In questo momento il problema che ci si pone, forse in modo inconsapevole, disordinato e disorganizzato, ma a livello mondiale, è come fare politica in un altro modo, come fare una politica più reale, più ricettiva alle necessità e alle inquietudini dei cittadini, come fare una politica che non dipenda da organizzazioni politiche, totalmente screditate in tutti i paesi. Ciò che chiamiamo il "movimento sociale" ci ha consentito di progredire abbastanza nella definizione di globalizzazione. Ci ha fatto prendere coscienza del fatto che quello che vivono un indigeno, un maestro o un impiegato di banca messicani non ha a che fare solo con la realtà messicana, ma che un contadino o un maestro africani hanno esattamente gli stessi problemi del produttore di mais in Messico. Esiste una specie di meccanica generale che si applica a tutti i paesi del mondo e che sostiene la cittadinanza; perciò intervenire solo sulla classe dirigente politica locale non ha alcuna conseguenza ad un liv!
ello superiore. Che ci siano Fox o Salinas o Zedillo, la situazione è praticamente la stessa. Infatti il punto di inflessione non è a livello del governo del nostro paese, ma probabilmente si situa oltre. Quello che sta facendo Fox è cercare di applicare direttive generali ad una situazione locale, cosa che ci ha permesso di riflettere su che cosa vuol dire "globale" e cosa vuol dire "locale". Ma non come si diceva tempo fa, "pensare globalmente e agire localmente"; io credo che le cose si siano invertite, adesso è "pensare localmente e agire globalmente". Se non agiamo a livello globale non possiamo fare.se ciascuno sta nel suo angolino, non cambierà mai niente.

Comincia un altro ciclo? Arundhati Roy [scrittrice indiana] faceva a Bombay la critica che le manifestazioni non bastano.

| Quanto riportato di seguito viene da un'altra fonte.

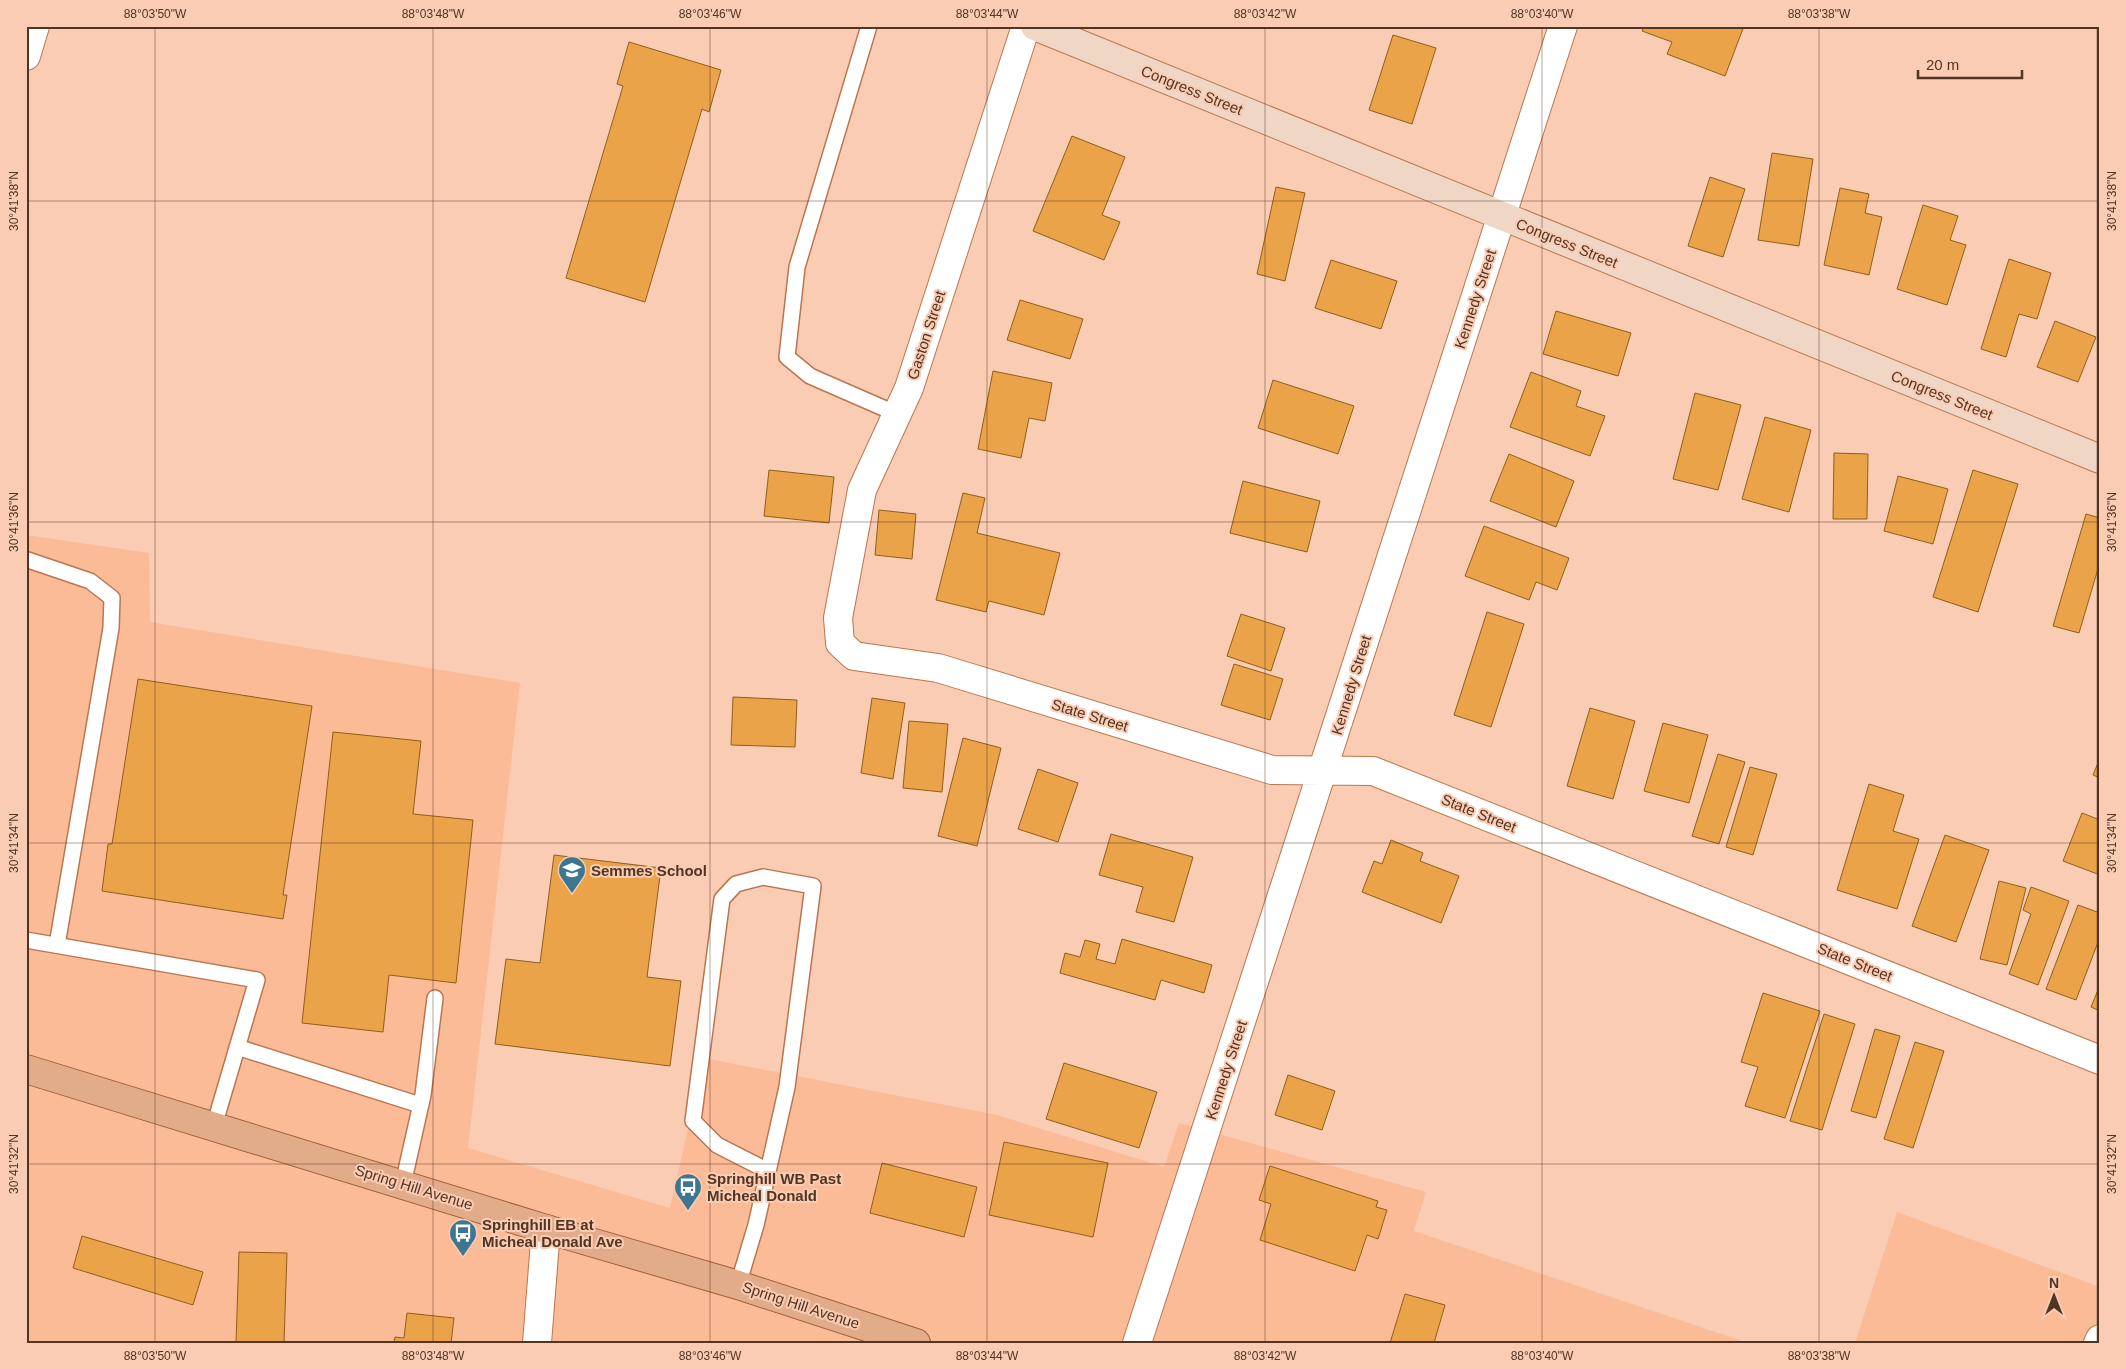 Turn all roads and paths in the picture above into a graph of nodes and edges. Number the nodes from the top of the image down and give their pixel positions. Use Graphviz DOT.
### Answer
graph roads {
  1 [pos="35,26"];
  2 [pos="869,26"];
  3 [pos="1026,26"];
  4 [pos="1034,26"];
  5 [pos="1563,26"];
  6 [pos="26,56"];
  7 [pos="1502,217"];
  8 [pos="897,414"];
  9 [pos="2100,459"];
  10 [pos="27,564"];
  11 [pos="840,644"];
  12 [pos="1324,771"];
  13 [pos="26,940"];
  14 [pos="57,945"];
  15 [pos="435,998"];
  16 [pos="237,1047"];
  17 [pos="2100,1060"];
  18 [pos="26,1069"];
  19 [pos="420,1105"];
  20 [pos="214,1126"];
  21 [pos="768,1171"];
  22 [pos="404,1184"];
  23 [pos="546,1229"];
  24 [pos="738,1285"];
  25 [pos="2100,1339"];
  26 [pos="538,1343"];
  27 [pos="916,1343"];
  28 [pos="1137,1343"];
  29 [pos="2098,1343"];
  1 -- 6 [label="street"];
  2 -- 8 [label="lane"];
  3 -- 8 [label="street, Gaston Street"];
  4 -- 7 [label="street, Congress Street"];
  5 -- 7 [label="street, Kennedy Street"];
  7 -- 9 [label="street, Congress Street"];
  7 -- 12 [label="street, Kennedy Street"];
  8 -- 11 [label="street, Gaston Street"];
  10 -- 14 [label="lane"];
  11 -- 12 [label="street, State Street"];
  12 -- 17 [label="street, State Street"];
  12 -- 28 [label="street, Kennedy Street"];
  13 -- 14 [label="lane"];
  14 -- 16 [label="lane"];
  15 -- 19 [label="lane"];
  16 -- 19 [label="lane"];
  16 -- 20 [label="lane"];
  18 -- 20 [label="main road, Spring Hill Avenue"];
  19 -- 22 [label="lane"];
  20 -- 22 [label="main road, Spring Hill Avenue"];
  21 -- 21 [label="lane"];
  21 -- 24 [label="lane"];
  22 -- 23 [label="main road, Spring Hill Avenue"];
  23 -- 24 [label="main road, Spring Hill Avenue"];
  23 -- 26 [label="street"];
  24 -- 27 [label="main road, Spring Hill Avenue"];
  25 -- 29 [label="street"];
}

Certo, d'accordissimo. Io questa volta non sono andato, e neanche Chomsky. In diversi abbiamo detto di no, "i forum, che si facciano, bene", ma non si può andare sempre. Adesso bisogna che l'aspetto propositivo si faccia più concreto. Bisogna che si verifichi ciò che io ho chiamato opposizione del consenso di Porto Alegre al consenso di Washington, e che ciò cominci ad essere applicato un po' dappertutto. C'è già un embrione di opinione pubblica internazionale. Loro hanno svariati milioni di dollari, e noi svariati milioni di persone, ne abbiamo sei miliardi. Loro sono 4 o 500 milioni, quindi non si può essere molto pessimisti. Se fossimo quattro gatti allora sì che si potrebbe esserlo, ma non è così. Il problema è che non tutti hanno acquisito la consapevolezza di quello che possono ottenere, ma ci sono 4 miliardi e mezzo di persone che vivono nella povertà completa.

Quindi, Lei crede che si stia consolidando un movimento contro il sistema?

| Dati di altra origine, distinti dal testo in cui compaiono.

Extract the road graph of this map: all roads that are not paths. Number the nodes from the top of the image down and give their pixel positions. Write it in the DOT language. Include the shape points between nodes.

Sì, credo di sì, credo che non abbia mai smesso di rafforzarsi. Insomma, nessuno pretende di dar vita ad un'organizzazione, nessuno pretende di dar vita ad un partito. Si sta costruendo una specie di galassia, di costellazione in cui ci saranno margini di libertà, di iniziativa, di autonomia, ma in realtà l'idea è quella di funzionare come uno sciame. Nello sciame ognuno è autonomo, ha il suo spazio, ma lo sciame funziona unito. Di conseguenza l'idea è quella di uno sciame di sciami.

Dove deve farsi sentire questo sciame?

Deve farsi sentire proprio dove oggi risiede il controllo del potere, in quella struttura quadripartita che è costituita dal Fondo Monetario Internazionale (FMI), la Banca Mondiale (BM), l'Organizzazione Mondiale del Commercio (WTO) e l'Organizzazione di Cooperazione per lo Sviluppo (OCSE), cioè quello che mette in atto il G-8 e quello che viene espresso a Davos. Lo sciame deve essere lì, in modo pacifico e politico, in termini di discussione di idee.